Per il sindaco e l’amministrazione comunale un'alternativa sostenibile sono le Comunità EnergetichePer restare aggiornato entra nel nostro canale Whatsapp
Nella serata di ieri, il Consiglio Comunale di Calangianus ha approvato all’unanimità un atto di indirizzo politico e amministrativo per esprimere una netta contrarietà al progetto dell’impianto eolico industriale denominato "Luras". L'intervento, proposto dalla società Luras Windfarm S.r.l., prevederebbe la realizzazione di cinque aerogeneratori da 31 MW complessivi, un sistema di accumulo da 10 MW e le relative opere di connessione interessando i territori di Calangianus, Luras e Tempio Pausania.
Piena soddisfazione del sindaco Fabio Albieri: «Nel corso del dibattito consiliare – è scritto in un comunicato stampa - è stato ribadito con forza un principio fondamentale: l'Amministrazione non è contraria alle energie rinnovabili, considerate una sfida imprescindibile per il futuro e per la transizione ecologica. Tuttavia, viene fermamente contestato un modello di sviluppo calato dall'alto che concentra impianti industriali di grandi dimensioni in aree di elevato pregio ambientale, senza una pianificazione condivisa con le comunità locali».

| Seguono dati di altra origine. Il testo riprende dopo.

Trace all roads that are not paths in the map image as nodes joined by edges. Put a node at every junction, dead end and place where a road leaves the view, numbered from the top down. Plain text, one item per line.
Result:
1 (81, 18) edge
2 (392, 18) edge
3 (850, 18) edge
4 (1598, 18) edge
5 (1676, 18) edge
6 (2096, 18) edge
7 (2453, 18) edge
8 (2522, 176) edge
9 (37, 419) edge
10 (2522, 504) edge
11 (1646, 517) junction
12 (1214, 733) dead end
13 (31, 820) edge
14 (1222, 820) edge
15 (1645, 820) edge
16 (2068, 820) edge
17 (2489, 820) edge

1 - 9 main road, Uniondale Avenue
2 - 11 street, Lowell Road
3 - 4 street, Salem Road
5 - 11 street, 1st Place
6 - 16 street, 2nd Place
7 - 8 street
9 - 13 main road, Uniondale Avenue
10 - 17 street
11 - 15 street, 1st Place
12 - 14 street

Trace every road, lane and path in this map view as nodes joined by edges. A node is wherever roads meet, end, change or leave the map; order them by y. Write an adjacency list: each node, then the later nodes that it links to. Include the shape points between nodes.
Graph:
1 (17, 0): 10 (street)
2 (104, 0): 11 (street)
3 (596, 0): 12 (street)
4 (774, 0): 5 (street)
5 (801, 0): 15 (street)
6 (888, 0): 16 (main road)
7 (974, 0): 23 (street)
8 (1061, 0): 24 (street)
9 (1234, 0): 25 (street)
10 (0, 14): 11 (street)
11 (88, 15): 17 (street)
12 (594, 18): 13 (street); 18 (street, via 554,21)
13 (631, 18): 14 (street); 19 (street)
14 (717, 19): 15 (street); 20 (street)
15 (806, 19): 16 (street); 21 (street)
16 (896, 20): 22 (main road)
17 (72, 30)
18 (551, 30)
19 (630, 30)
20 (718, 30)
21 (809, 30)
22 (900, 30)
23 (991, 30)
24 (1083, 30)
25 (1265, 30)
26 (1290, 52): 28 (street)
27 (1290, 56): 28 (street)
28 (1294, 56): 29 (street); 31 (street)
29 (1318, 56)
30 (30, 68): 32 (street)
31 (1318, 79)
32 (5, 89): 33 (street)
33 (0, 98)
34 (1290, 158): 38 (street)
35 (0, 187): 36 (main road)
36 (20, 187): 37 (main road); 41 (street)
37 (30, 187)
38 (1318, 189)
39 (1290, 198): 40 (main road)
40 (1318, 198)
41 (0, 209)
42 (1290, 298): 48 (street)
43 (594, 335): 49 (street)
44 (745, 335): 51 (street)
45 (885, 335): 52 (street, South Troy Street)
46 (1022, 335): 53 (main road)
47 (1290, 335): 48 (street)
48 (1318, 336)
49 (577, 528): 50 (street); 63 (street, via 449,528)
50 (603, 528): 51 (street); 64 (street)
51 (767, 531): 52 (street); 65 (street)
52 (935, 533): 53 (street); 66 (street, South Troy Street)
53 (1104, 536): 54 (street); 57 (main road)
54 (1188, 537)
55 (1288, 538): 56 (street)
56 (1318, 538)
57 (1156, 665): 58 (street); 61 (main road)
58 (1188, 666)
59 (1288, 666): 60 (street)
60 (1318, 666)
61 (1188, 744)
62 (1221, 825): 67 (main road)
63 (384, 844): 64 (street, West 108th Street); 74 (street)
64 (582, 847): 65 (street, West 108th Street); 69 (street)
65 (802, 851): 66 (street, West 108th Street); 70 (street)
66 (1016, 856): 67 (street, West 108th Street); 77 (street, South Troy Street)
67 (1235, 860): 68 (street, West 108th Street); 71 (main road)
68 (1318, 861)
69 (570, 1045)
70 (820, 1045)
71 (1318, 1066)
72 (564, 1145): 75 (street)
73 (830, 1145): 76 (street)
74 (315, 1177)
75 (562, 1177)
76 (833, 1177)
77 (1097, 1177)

Per il sindaco e l’amministrazione comunale, un'alternativa sostenibile sono le Comunità Energetiche. «Il Comune di Calangianus non si limita al "no", ma promuove una visione alternativa e sostenibile della transizione energetica, basata su lo sviluppo delle Comunità Energetiche Rinnovabili (CER). L'autoconsumo e l'utilizzo prioritario delle superfici già urbanizzate, insieme a una produzione diffusa che eviti il consumo indiscriminato di nuovo suolo».